Oklahoma State Football To Become Final Big 12 Program With Indoor Facility

June 22, 2011 / Football

OSU announced on Tuesday that groundbreaking on the Sherman E. Smith Training Center will occur in early August. The facility will bear the name of Smith, a 1948 OSU graduate and Tulsa oilman who died recently. In 2007, he donated $20 million toward the construction of an indoor facility.

“In terms of our facilities, I knew it was inevitable that we would finally get this final piece of the puzzle,” OSU athletic director Mike Holder said.

The cost of the uniquely designed, 92,000-square-foot facility is $16 million. An additional $3 million is being spent on the development of three new practice fields – two blanketed with grass and one with artificial turf.

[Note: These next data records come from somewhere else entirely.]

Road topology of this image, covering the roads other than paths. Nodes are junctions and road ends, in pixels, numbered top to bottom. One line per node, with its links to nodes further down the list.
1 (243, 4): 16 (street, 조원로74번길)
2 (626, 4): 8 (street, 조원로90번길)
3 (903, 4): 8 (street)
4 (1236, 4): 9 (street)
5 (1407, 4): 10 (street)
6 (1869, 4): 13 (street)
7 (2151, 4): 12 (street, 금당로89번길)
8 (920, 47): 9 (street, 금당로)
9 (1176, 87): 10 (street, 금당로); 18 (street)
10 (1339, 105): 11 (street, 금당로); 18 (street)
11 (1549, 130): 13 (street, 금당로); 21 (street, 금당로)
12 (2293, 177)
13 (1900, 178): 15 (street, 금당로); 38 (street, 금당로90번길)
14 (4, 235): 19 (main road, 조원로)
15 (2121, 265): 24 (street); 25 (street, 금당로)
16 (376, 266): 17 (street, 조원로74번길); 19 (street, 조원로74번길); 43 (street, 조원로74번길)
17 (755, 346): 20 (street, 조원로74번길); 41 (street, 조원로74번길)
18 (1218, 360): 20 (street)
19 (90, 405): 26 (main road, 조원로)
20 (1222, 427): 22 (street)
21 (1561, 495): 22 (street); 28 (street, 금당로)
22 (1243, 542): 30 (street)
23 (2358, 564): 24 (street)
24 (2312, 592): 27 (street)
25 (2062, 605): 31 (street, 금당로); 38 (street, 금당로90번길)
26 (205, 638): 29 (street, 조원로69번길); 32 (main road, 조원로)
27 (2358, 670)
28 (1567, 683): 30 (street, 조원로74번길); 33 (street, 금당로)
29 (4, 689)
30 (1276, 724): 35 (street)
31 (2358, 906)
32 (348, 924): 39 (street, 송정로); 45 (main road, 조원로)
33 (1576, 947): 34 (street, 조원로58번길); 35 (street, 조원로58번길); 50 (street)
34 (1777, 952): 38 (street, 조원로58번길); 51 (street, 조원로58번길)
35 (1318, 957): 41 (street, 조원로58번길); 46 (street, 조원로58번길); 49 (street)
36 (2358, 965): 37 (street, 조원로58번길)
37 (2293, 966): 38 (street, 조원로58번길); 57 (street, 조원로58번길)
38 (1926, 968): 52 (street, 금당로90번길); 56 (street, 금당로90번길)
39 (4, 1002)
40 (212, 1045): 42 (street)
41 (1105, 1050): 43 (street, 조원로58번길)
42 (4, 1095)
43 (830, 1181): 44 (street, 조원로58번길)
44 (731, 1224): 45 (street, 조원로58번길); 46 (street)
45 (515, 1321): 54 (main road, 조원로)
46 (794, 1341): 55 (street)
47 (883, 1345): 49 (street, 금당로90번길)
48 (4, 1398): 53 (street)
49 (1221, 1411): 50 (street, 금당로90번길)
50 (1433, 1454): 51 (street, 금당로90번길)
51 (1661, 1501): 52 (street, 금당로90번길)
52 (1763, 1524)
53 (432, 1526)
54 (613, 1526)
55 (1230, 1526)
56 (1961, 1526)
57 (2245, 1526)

Expected to be completed by January 2013, the indoor facility will be immediately north of Boone Pickens Stadium and include a field that accommodates the Cowboy football and soccer teams. The baseball, softball and track programs also will use the building. A covered, 100-yard sprint track will be located on the west edge of the building.

The indoor facility’s design is unusual in that the walls are not solid from end to end and from side to side. On the north and south ends of the building, there are garage-style doors. On the east and west sides of the building, there are reinforced-fabric doors that roll up. A few offices and rooms will be outfitted with conditioned air, but for the most part, the Smith Center will not be heated or cooled.

The design, says architect Jim Hasenbeck of Studio Architecture in Oklahoma City, is “totally out of the box. We don’t know of a facility that’s anything like this.”

Said Holder: “When I first saw the drawings, I was immediately intrigued. I like when someone tackles a project from a completely unique perspective.”

The indoor field is football-friendly in that it has 10 yards of open space along each sideline. The space should allow ball-carriers and defensive players to avoid collisions with walls at the end of a play.

Included in OSU’s original 2006 Athletic Village plan was the construction of a $50 million, 151,000-square-foot indoor facility. Because of the 2008 stock-market crisis, when OSU’s facilities fund sustained a loss of $282 million (dropping from $407 million to $125 million), university officials were forced to solicit new designs that would result in a smaller, less expensive indoor facility.